The streets of Kathmandu are overflowing with life, both figuratively and literally

July 26, 2013, 5:45 p.m. Published in Magazine Issue: Vol.: 07 No.-04 July 26 -2013 (Shrawan 11, 2070)

The streets of Kathmandu are overflowing with life, both figuratively and literally. With the air heavy with the scent of street food, motorcycles scurrying through a dangerous maze, and people dodging the bullet like cars, there is one thing that stands out. The street animals of Kathmandu vary from one another in many, many different ways. Yet, whether it’s a cow, monkey, or dog, they all have similar problems. BJ Sharma, a vivid walker, says, “I think the number of animals on the streets has reduced through the years, but the animals look sick these days.
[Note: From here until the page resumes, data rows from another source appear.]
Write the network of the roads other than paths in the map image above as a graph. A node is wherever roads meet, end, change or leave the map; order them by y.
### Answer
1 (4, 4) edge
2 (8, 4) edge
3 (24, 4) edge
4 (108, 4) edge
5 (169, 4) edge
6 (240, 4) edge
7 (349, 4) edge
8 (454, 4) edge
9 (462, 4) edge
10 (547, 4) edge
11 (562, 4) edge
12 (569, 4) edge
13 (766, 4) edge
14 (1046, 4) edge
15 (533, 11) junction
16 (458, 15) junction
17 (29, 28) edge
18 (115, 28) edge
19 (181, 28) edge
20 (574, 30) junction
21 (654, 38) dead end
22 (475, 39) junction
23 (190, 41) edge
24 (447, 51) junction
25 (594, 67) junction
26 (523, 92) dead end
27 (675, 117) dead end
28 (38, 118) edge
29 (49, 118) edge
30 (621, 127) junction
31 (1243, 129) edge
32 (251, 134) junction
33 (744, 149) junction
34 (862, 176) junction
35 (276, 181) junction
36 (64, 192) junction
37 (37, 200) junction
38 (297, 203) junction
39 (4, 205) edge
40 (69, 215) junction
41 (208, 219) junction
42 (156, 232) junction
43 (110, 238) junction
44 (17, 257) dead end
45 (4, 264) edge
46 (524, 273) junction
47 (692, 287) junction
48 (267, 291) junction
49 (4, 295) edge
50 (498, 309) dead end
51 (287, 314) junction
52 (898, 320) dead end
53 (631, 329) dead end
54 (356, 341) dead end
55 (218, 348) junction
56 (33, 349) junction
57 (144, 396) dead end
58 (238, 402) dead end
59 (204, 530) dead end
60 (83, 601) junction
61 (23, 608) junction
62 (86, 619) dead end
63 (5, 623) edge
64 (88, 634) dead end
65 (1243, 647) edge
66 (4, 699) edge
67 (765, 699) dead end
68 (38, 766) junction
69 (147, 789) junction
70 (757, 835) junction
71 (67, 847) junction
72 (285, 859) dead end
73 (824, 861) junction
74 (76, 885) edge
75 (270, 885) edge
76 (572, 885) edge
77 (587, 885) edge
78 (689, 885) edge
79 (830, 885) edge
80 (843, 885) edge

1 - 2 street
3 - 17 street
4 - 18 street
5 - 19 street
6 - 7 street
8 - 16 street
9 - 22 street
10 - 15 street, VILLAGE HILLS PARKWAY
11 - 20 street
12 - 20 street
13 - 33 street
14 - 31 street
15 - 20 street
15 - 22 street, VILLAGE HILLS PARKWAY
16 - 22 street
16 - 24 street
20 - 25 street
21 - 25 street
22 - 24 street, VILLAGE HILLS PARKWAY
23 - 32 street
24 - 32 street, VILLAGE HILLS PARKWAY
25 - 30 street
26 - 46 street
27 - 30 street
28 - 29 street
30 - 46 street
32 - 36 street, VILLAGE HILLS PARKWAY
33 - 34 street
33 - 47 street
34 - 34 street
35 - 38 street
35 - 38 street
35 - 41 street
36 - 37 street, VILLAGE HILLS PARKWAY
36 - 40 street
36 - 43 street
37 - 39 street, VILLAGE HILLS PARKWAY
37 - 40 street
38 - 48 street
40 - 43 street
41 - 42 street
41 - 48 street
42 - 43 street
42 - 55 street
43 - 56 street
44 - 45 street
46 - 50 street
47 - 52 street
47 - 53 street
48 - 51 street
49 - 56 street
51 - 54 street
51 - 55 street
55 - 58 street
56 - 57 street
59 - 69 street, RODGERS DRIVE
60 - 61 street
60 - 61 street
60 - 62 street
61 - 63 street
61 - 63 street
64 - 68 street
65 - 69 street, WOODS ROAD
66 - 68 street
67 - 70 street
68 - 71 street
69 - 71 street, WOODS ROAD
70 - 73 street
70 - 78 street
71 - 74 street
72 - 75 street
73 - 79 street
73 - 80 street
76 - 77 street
The dogs especially, all of their ribs show.”      

Street animals are just like other animals, except for the fact that they have a very hard time surviving. They face challenges that most animals, and even humans do not face today.  Whether it be stoning from shop owners, or plain starvation, life is difficult. They are not protected from rabies, colds, or any other diseases. An unidentified fruit shop owner says, “If we don’t hit the dogs, they touch the fruits and people won’t buy them.”

There are hundreds of donors and organizations to stand up for every other cause, yet there are only a few that stand up for these animals. The Kathmandu Animal Treatment Center (KAT Center) is one of the few. It is a non-profit organization created to serve and protect Nepal’s street animals, especially dogs. Its main goal is to reduce the number of street dogs, and make sure the ones that are still on the streets are safe and healthy. As the KAT center says, “more than 20,000 dogs live on the streets of Kathmandu, Nepal, and many suffer from starvation, infected open sores, mange and other injuries and illnesses.” KAT aims to help these dogs through Animal Birth Control and rabies vaccinations, public education, and by rescuing and treating sick hounds. Over 200 people acquire rabies from dog bites every year.
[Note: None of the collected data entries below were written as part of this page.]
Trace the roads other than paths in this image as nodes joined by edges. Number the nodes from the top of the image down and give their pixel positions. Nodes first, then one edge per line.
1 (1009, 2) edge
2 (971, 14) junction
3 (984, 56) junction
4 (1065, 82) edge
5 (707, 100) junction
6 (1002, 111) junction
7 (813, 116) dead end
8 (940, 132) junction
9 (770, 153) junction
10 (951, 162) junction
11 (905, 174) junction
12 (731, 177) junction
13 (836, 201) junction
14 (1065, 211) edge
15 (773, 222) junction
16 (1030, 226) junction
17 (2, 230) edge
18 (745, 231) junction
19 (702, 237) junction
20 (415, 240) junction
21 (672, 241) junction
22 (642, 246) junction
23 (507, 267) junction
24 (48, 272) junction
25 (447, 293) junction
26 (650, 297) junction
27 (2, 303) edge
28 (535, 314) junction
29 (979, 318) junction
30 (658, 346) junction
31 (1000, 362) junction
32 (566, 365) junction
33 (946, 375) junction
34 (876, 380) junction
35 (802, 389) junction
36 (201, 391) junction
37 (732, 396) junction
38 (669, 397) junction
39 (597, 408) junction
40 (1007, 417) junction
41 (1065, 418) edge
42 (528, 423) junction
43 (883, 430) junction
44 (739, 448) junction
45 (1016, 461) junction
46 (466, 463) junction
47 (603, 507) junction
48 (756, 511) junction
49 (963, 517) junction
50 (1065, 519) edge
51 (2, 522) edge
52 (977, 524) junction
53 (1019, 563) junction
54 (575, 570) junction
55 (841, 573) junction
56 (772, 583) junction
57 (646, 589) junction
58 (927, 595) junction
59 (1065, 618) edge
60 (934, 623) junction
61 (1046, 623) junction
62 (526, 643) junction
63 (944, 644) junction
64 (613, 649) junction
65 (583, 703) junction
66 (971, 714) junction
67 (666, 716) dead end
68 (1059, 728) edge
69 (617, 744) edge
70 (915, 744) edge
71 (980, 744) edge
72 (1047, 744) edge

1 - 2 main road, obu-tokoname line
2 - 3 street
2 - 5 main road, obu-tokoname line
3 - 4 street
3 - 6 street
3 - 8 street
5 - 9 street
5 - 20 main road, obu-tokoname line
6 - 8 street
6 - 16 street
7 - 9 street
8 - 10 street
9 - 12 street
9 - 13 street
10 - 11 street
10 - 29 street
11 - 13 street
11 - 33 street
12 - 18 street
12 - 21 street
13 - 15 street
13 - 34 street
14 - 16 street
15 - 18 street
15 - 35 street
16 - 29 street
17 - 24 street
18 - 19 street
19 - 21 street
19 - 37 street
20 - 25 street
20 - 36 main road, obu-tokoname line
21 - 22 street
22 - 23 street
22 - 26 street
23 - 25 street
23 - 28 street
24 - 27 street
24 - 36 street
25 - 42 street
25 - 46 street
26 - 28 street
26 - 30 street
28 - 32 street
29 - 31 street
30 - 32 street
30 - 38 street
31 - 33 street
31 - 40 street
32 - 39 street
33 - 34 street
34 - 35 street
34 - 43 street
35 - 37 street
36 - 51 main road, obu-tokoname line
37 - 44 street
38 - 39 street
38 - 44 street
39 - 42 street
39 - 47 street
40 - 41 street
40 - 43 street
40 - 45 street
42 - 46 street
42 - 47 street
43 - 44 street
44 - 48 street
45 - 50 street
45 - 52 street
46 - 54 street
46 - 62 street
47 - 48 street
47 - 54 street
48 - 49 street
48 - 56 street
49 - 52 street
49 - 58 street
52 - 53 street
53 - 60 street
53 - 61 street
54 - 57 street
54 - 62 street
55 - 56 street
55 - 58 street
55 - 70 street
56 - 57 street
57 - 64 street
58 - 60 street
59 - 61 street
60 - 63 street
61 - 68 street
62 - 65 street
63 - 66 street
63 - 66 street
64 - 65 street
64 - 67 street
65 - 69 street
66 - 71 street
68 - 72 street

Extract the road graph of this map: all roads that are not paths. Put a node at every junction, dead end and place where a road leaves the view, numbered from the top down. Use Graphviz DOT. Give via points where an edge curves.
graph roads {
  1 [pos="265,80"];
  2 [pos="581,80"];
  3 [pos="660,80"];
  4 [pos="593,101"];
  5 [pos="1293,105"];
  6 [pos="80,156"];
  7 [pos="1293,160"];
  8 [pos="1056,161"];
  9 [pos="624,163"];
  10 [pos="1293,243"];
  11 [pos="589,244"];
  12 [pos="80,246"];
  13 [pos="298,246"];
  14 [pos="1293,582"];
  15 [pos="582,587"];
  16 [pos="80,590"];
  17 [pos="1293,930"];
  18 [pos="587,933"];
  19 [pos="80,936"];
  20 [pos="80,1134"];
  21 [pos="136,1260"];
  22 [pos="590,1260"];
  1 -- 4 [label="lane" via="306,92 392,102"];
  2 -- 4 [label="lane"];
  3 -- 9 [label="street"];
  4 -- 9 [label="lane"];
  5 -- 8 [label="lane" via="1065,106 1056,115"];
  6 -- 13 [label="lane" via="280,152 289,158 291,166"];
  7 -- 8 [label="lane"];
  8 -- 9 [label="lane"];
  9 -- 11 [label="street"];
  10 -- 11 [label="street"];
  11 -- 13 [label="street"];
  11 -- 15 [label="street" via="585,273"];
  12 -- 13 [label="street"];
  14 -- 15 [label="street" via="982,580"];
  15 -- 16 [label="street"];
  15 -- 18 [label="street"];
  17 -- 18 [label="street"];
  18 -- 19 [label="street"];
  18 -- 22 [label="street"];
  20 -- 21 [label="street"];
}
Through questionnaires, the Animal Welfare Network Nepal discovered that much of the population is wrongly informed regarding street dogs. The results were astonishing. 99% of the people interviewed considered street dogs to be a problem, while 10% said that in order to control the street dog population, these misplaced hounds should be killed. 12% of the people questioned confessed to throwing stones at dogs.
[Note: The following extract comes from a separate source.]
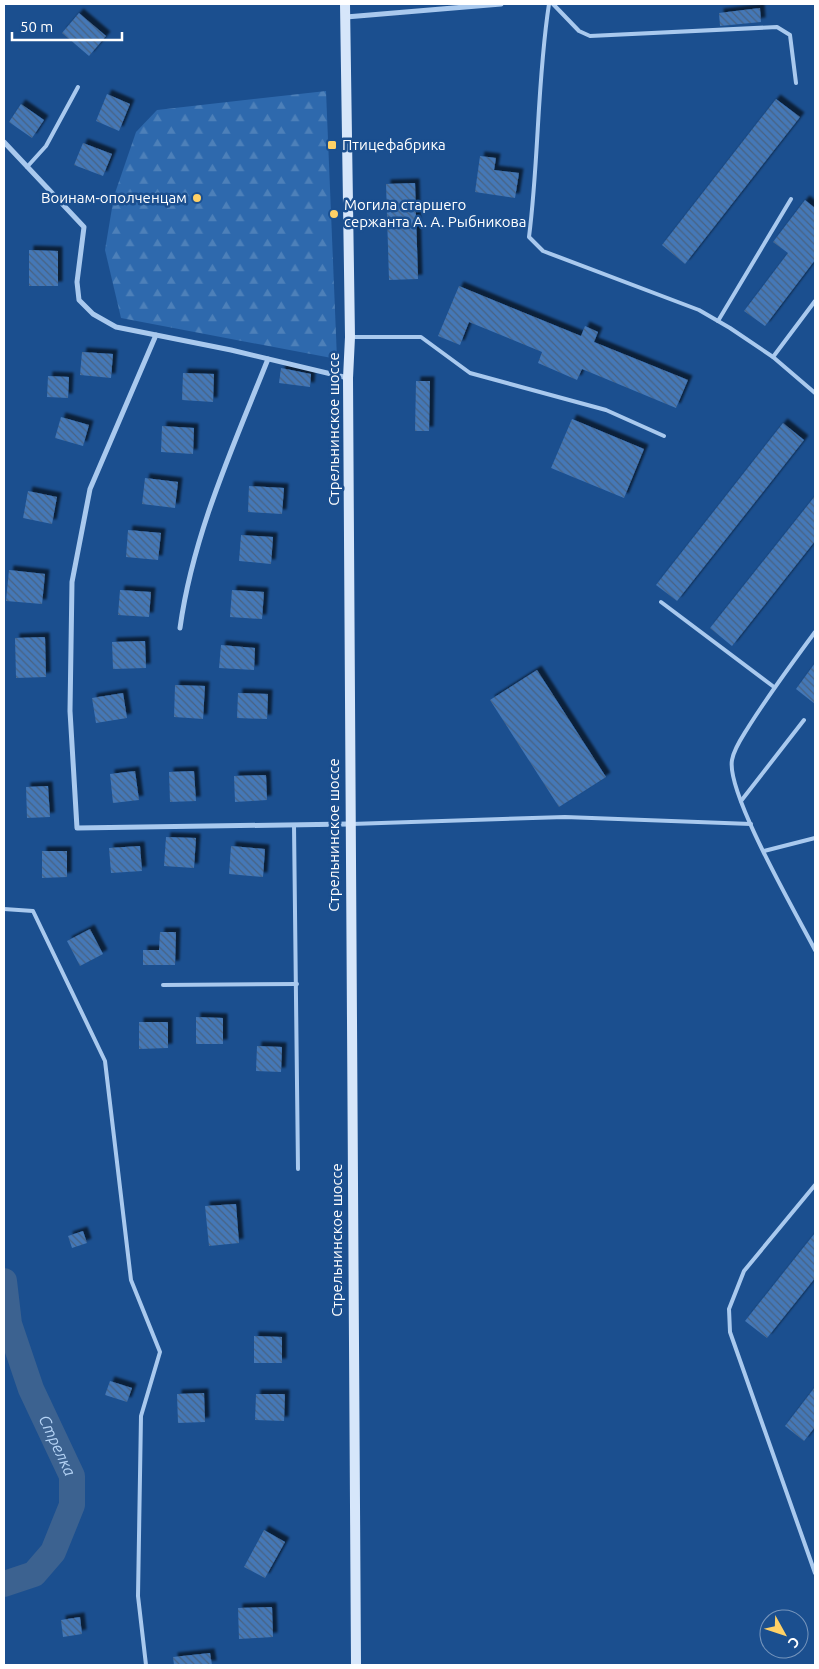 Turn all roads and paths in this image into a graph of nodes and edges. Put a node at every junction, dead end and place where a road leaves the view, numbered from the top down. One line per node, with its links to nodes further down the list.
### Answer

With thousands of street dogs looking for loving homes, it is peculiar that many Nepali locals purchase foreign hounds. Many outsiders, however, adopt street dogs as pets. Phurba Dolma has been a dog owner for 12 years. She has 3 dogs, of which two of them are Tibetan mastiffs and one is of mixed breed. As a native Nepali, she thinks that street dogs would make wonderful pets, “Adopting a street dog is a double win. You have the dog’s loyalty, and the dog has your love.”

Dolma goes on to explain why most Nepalese people would rather own a foreign pup, “People buy foreign breeds to show off in the society. If you have a Japanese dog or something, it shows that you are rich enough to import an animal.”

Most foreign dog breeds are available in kennel clubs, while street dogs are available in organizations such as the KAT Center. Mt. Everest Kennel Club is located in Baneshwore. It sells many foreign pups, ranging from the Labrador to the German shepherd. The most popular breeds seem to be the Lhasa Apso, the Labrador, the German Shepherd, and the Japanese Spitz.

While purchasing a dog from a kennel, the price shall range from Rs. 6000 (Japanese Spitz) to 17,000 (Labrador). When a person takes in a dog from the KAT Center, it is free. A street dog is already used to Nepal’s polluted environment. It will thus live longer. Foreign dogs are not used to the climate, and adapting may be a problem.

With Kathmandu overflowing, with dogs and people alike, bringing in new breeds from outside may not be a good idea. Like Sharma says, “When we have so many dogs here, why should we bring in more? They disrespect the ones that are Nepali, and love the westerner’s dogs. Dogs are loyal, and Nepal’s street dogs need the love.”